<<<<

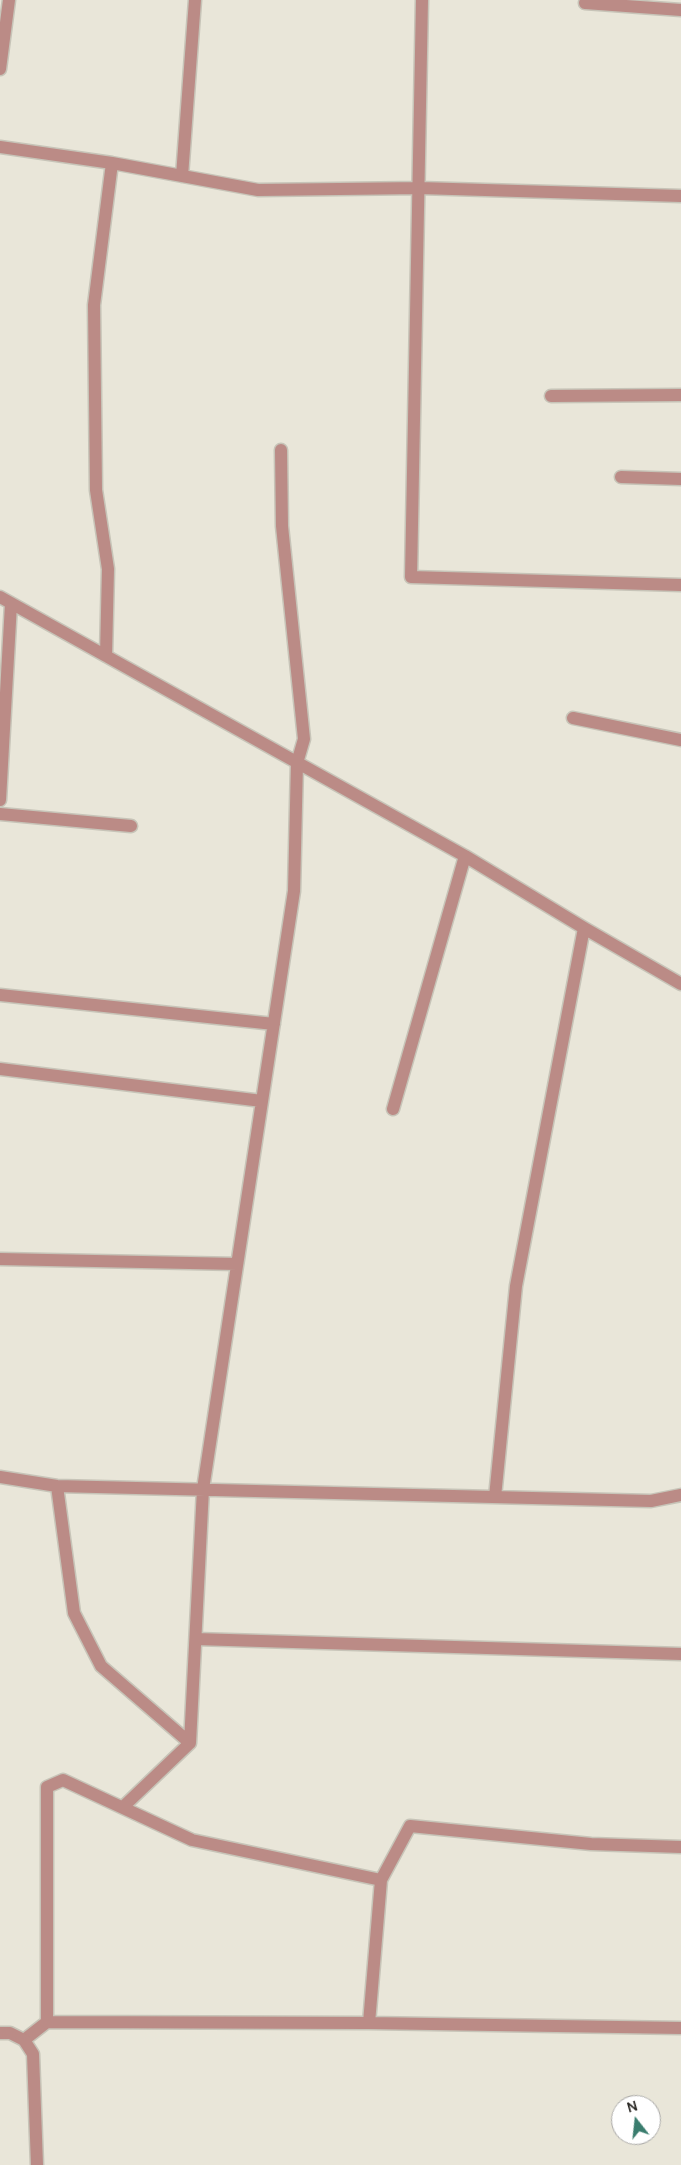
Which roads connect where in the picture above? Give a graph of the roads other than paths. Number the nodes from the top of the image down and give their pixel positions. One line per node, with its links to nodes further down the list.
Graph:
1 (9, 0): 6 (street)
2 (195, 0): 9 (street)
3 (422, 0): 10 (street)
4 (585, 3): 5 (street)
5 (681, 10)
6 (0, 69)
7 (0, 147): 8 (street)
8 (112, 163): 9 (street); 19 (street)
9 (182, 176): 10 (street)
10 (420, 188): 11 (street); 17 (street)
11 (681, 196)
12 (681, 394): 13 (street)
13 (551, 396)
14 (282, 450): 22 (street)
15 (621, 477): 16 (street)
16 (681, 479)
17 (681, 585)
18 (6, 601): 19 (street); 23 (street)
19 (106, 656): 22 (street)
20 (573, 718): 21 (street)
21 (681, 740)
22 (297, 763): 26 (street); 30 (street)
23 (0, 800)
24 (0, 814): 25 (street)
25 (131, 826)
26 (465, 856): 27 (street); 33 (street)
27 (584, 928): 28 (street); 40 (street)
28 (681, 984)
29 (0, 995): 30 (street)
30 (274, 1024): 32 (street)
31 (0, 1069): 32 (street)
32 (262, 1101): 35 (street)
33 (392, 1109)
34 (0, 1259): 35 (street)
35 (237, 1264): 38 (street)
36 (0, 1477): 37 (street)
37 (57, 1486): 38 (street); 43 (street)
38 (203, 1489): 40 (street); 41 (street)
39 (681, 1495): 40 (street)
40 (495, 1497)
41 (196, 1639): 42 (street); 43 (street)
42 (681, 1654)
43 (190, 1743): 44 (street)
44 (123, 1807): 46 (street); 47 (street)
45 (681, 1847): 46 (street)
46 (381, 1880): 48 (street)
47 (47, 2022): 48 (street); 51 (street)
48 (369, 2023): 49 (street)
49 (681, 2028)
50 (0, 2033): 51 (street)
51 (24, 2040): 52 (street)
52 (37, 2165)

>>>>

> _What you should do_
Each record must be quoted in full and exactly. Do not include the pictures.

> _Output below_
Which roads connect where in the picture above? Give a graph of the roads other than paths. Number the nodes from the top of the image down and give their pixel positions. One line per node, with its links to nodes further down the list.
Graph:
1 (9, 0): 6 (street)
2 (195, 0): 9 (street)
3 (422, 0): 10 (street)
4 (585, 3): 5 (street)
5 (681, 10)
6 (0, 69)
7 (0, 147): 8 (street)
8 (112, 163): 9 (street); 19 (street)
9 (182, 176): 10 (street)
10 (420, 188): 11 (street); 17 (street)
11 (681, 196)
12 (681, 394): 13 (street)
13 (551, 396)
14 (282, 450): 22 (street)
15 (621, 477): 16 (street)
16 (681, 479)
17 (681, 585)
18 (6, 601): 19 (street); 23 (street)
19 (106, 656): 22 (street)
20 (573, 718): 21 (street)
21 (681, 740)
22 (297, 763): 26 (street); 30 (street)
23 (0, 800)
24 (0, 814): 25 (street)
25 (131, 826)
26 (465, 856): 27 (street); 33 (street)
27 (584, 928): 28 (street); 40 (street)
28 (681, 984)
29 (0, 995): 30 (street)
30 (274, 1024): 32 (street)
31 (0, 1069): 32 (street)
32 (262, 1101): 35 (street)
33 (392, 1109)
34 (0, 1259): 35 (street)
35 (237, 1264): 38 (street)
36 (0, 1477): 37 (street)
37 (57, 1486): 38 (street); 43 (street)
38 (203, 1489): 40 (street); 41 (street)
39 (681, 1495): 40 (street)
40 (495, 1497)
41 (196, 1639): 42 (street); 43 (street)
42 (681, 1654)
43 (190, 1743): 44 (street)
44 (123, 1807): 46 (street); 47 (street)
45 (681, 1847): 46 (street)
46 (381, 1880): 48 (street)
47 (47, 2022): 48 (street); 51 (street)
48 (369, 2023): 49 (street)
49 (681, 2028)
50 (0, 2033): 51 (street)
51 (24, 2040): 52 (street)
52 (37, 2165)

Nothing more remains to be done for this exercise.